Utah law enforcement officials say Thursday's Supreme Court decision upholding the constitutionality of sobriety checkpoints is a victory for law enforcement everywhere.
But local ACLU officials say the ruling gives police too much power.The court ruled that the privacy rights of motorists are not violated when police try to curb drunken driving by setting up sobriety checkpoints. The 6-3 ruling upheld Michigan's sobriety checkpoint program.
"That's good news!" said Salt Lake County Sheriff Pete Hayward. "When drunken drivers violate the law and endanger lives, we've got to be able to execute some power to protect the citizens . . . Our job is to protect the public."
West Valley Police Chief Dennis Nordfelt was also pleased with the decision that gives officers a way to help curb what he calls the most serious crime committed in Utah.

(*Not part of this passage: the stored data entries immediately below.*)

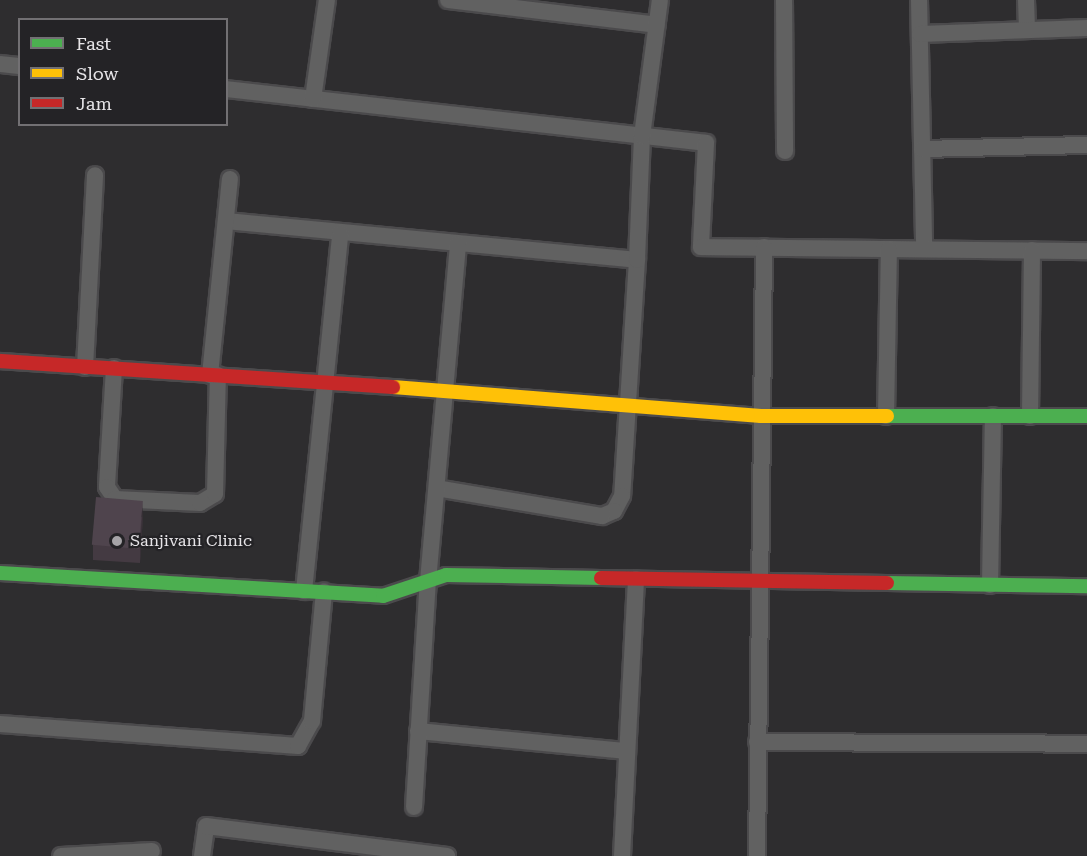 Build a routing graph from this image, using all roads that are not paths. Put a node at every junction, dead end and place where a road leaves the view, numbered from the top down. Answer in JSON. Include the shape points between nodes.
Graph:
{"nodes":[{"id":1,"x":327,"y":0,"type":"edge"},
{"id":2,"x":448,"y":0,"type":"edge"},
{"id":3,"x":660,"y":0,"type":"edge"},
{"id":4,"x":784,"y":0,"type":"edge"},
{"id":5,"x":919,"y":0,"type":"edge"},
{"id":6,"x":1026,"y":0,"type":"edge"},
{"id":7,"x":657,"y":24,"type":"junction"},
{"id":8,"x":1087,"y":28,"type":"edge"},
{"id":9,"x":1027,"y":30,"type":"junction"},
{"id":10,"x":920,"y":34,"type":"junction"},
{"id":11,"x":0,"y":64,"type":"edge"},
{"id":12,"x":18,"y":66,"type":"edge"},
{"id":13,"x":228,"y":89,"type":"edge"},
{"id":14,"x":313,"y":99,"type":"junction"},
{"id":15,"x":642,"y":136,"type":"junction"},
{"id":16,"x":1087,"y":145,"type":"edge"},
{"id":17,"x":922,"y":148,"type":"junction"},
{"id":18,"x":785,"y":151,"type":"dead end"},
{"id":19,"x":95,"y":175,"type":"dead end"},
{"id":20,"x":230,"y":179,"type":"dead end"},
{"id":21,"x":226,"y":221,"type":"junction"},
{"id":22,"x":340,"y":234,"type":"junction"},
{"id":23,"x":458,"y":244,"type":"junction"},
{"id":24,"x":764,"y":247,"type":"junction"},
{"id":25,"x":890,"y":249,"type":"junction"},
{"id":26,"x":924,"y":249,"type":"junction"},
{"id":27,"x":1032,"y":250,"type":"junction"},
{"id":28,"x":1087,"y":251,"type":"edge"},
{"id":29,"x":637,"y":260,"type":"junction"},
{"id":30,"x":0,"y":361,"type":"edge"},
{"id":31,"x":85,"y":367,"type":"junction"},
{"id":32,"x":114,"y":368,"type":"junction"},
{"id":33,"x":214,"y":375,"type":"junction"},
{"id":34,"x":326,"y":382,"type":"junction"},
{"id":35,"x":447,"y":390,"type":"junction"},
{"id":36,"x":627,"y":405,"type":"junction"},
{"id":37,"x":761,"y":416,"type":"junction"},
{"id":38,"x":886,"y":416,"type":"junction"},
{"id":39,"x":993,"y":416,"type":"junction"},
{"id":40,"x":1030,"y":416,"type":"junction"},
{"id":41,"x":1087,"y":416,"type":"edge"},
{"id":42,"x":437,"y":488,"type":"junction"},
{"id":43,"x":0,"y":573,"type":"edge"},
{"id":44,"x":636,"y":579,"type":"junction"},
{"id":45,"x":428,"y":581,"type":"junction"},
{"id":46,"x":758,"y":582,"type":"junction"},
{"id":47,"x":990,"y":585,"type":"junction"},
{"id":48,"x":1087,"y":586,"type":"edge"},
{"id":49,"x":304,"y":591,"type":"junction"},
{"id":50,"x":324,"y":592,"type":"junction"},
{"id":51,"x":0,"y":724,"type":"edge"},
{"id":52,"x":418,"y":731,"type":"junction"},
{"id":53,"x":757,"y":742,"type":"junction"},
{"id":54,"x":1087,"y":744,"type":"edge"},
{"id":55,"x":627,"y":751,"type":"junction"},
{"id":56,"x":414,"y":807,"type":"dead end"},
{"id":57,"x":355,"y":850,"type":"edge"},
{"id":58,"x":152,"y":851,"type":"dead end"},
{"id":59,"x":61,"y":856,"type":"edge"},
{"id":60,"x":202,"y":856,"type":"edge"},
{"id":61,"x":447,"y":856,"type":"edge"},
{"id":62,"x":622,"y":856,"type":"edge"},
{"id":63,"x":757,"y":856,"type":"edge"}],
"edges":[{"from":1,"to":14,"type":"street"},
{"from":2,"to":7,"type":"street"},
{"from":3,"to":7,"type":"street"},
{"from":4,"to":18,"type":"street"},
{"from":5,"to":10,"type":"street"},
{"from":6,"to":9,"type":"street"},
{"from":7,"to":15,"type":"street"},
{"from":8,"to":9,"type":"street"},
{"from":9,"to":10,"type":"street"},
{"from":10,"to":17,"type":"street"},
{"from":11,"to":12,"type":"street"},
{"from":13,"to":14,"type":"street"},
{"from":14,"to":15,"type":"street"},
{"from":15,"to":24,"type":"street","via":[[706,143],[701,247]]},
{"from":15,"to":29,"type":"street"},
{"from":16,"to":17,"type":"street"},
{"from":17,"to":26,"type":"street"},
{"from":19,"to":31,"type":"street"},
{"from":20,"to":21,"type":"street"},
{"from":21,"to":22,"type":"street"},
{"from":21,"to":33,"type":"street"},
{"from":22,"to":23,"type":"street"},
{"from":22,"to":34,"type":"street"},
{"from":23,"to":29,"type":"street"},
{"from":23,"to":35,"type":"street"},
{"from":24,"to":25,"type":"street"},
{"from":24,"to":37,"type":"street"},
{"from":25,"to":26,"type":"street"},
{"from":25,"to":38,"type":"street"},
{"from":26,"to":27,"type":"street"},
{"from":27,"to":28,"type":"street"},
{"from":27,"to":40,"type":"street"},
{"from":29,"to":36,"type":"street"},
{"from":30,"to":31,"type":"street"},
{"from":31,"to":32,"type":"street"},
{"from":32,"to":33,"type":"street"},
{"from":32,"to":33,"type":"street","via":[[107,487],[115,499],[200,504],[215,494]]},
{"from":33,"to":34,"type":"street"},
{"from":34,"to":35,"type":"street"},
{"from":34,"to":49,"type":"street"},
{"from":35,"to":36,"type":"street"},
{"from":35,"to":42,"type":"street"},
{"from":36,"to":37,"type":"street"},
{"from":36,"to":42,"type":"street","via":[[622,496],[614,511],[602,516]]},
{"from":37,"to":38,"type":"street"},
{"from":37,"to":46,"type":"street"},
{"from":38,"to":39,"type":"street"},
{"from":39,"to":40,"type":"street"},
{"from":39,"to":47,"type":"street"},
{"from":40,"to":41,"type":"street"},
{"from":42,"to":45,"type":"street"},
{"from":43,"to":49,"type":"street"},
{"from":44,"to":45,"type":"street","via":[[446,575]]},
{"from":44,"to":46,"type":"street"},
{"from":44,"to":55,"type":"street"},
{"from":45,"to":50,"type":"street","via":[[383,596]]},
{"from":45,"to":52,"type":"street"},
{"from":46,"to":47,"type":"street"},
{"from":46,"to":53,"type":"street"},
{"from":47,"to":48,"type":"street"},
{"from":49,"to":50,"type":"street"},
{"from":50,"to":51,"type":"street","via":[[312,721],[298,746]]},
{"from":52,"to":55,"type":"street"},
{"from":52,"to":56,"type":"street"},
{"from":53,"to":54,"type":"street"},
{"from":53,"to":63,"type":"street"},
{"from":55,"to":62,"type":"street"},
{"from":57,"to":60,"type":"street","via":[[206,826]]},
{"from":57,"to":61,"type":"street"},
{"from":58,"to":59,"type":"street"}]}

"Drunken driving is a crime. It's not a mistake or a lack of judgment _ it's a crime," he said.
"It only makes sense that when a police department knows the most severe crime is occurring in its city, it ought to be allowed to do something about it."
Nordfelt said that except for prevention, roadblocks are the most effective way to reduce drunken driving, which continues to be a serious problem for his officers. Studies have shown that during certain hours, as many as 25 percent to 30 percent of drivers near 3300 South and Redwood Road, for example, are driving drunk.
Michele Parish-Pixler, executive director of the American Civil Liberties Union in Utah, said she is extremely disappointed in the decision because it gives police too much power.
"I think we've seen an erosion of the Fourth Amendment that should theoretically protect us from random, arbitrary searches," she said. "Simply because it's more convenient for police, they can stop people and search them if they feel like it."
"There are always bad apples and that's why you have to have restrictions on what they (police) can do," Parish-Pixler said. "To search the many to weed out the few is the antithesis of what our government is all about."
Nordfelt and Hayward said although the roadblocks can sometimes be inconvenient, most people understand the need to curb the drunken driving and support law enforcement efforts.
Drunken drivers killed 23,000 people nationwide last year. President Bush called drunken driving a problem "as crippling as crack" cocaine, and last December asked state and local governments to step up the fight against drunken drivers.
The traditional method police use to identify suspected drunken drivers is to observe traffic. Determining that method is not wholly effective, states in recent years began experimenting with other detection methods.
In the Michigan case, police directed all traffic headed in one direction to a roadside area where officers talked to motorists.
If there was no immediate evidence of intoxication, the motorist was given a traffic safety brochure and allowed to drive away. The average delay was about 30 seconds.
If some signs of intoxication were detected, a driver was directed to another area for further inquiry.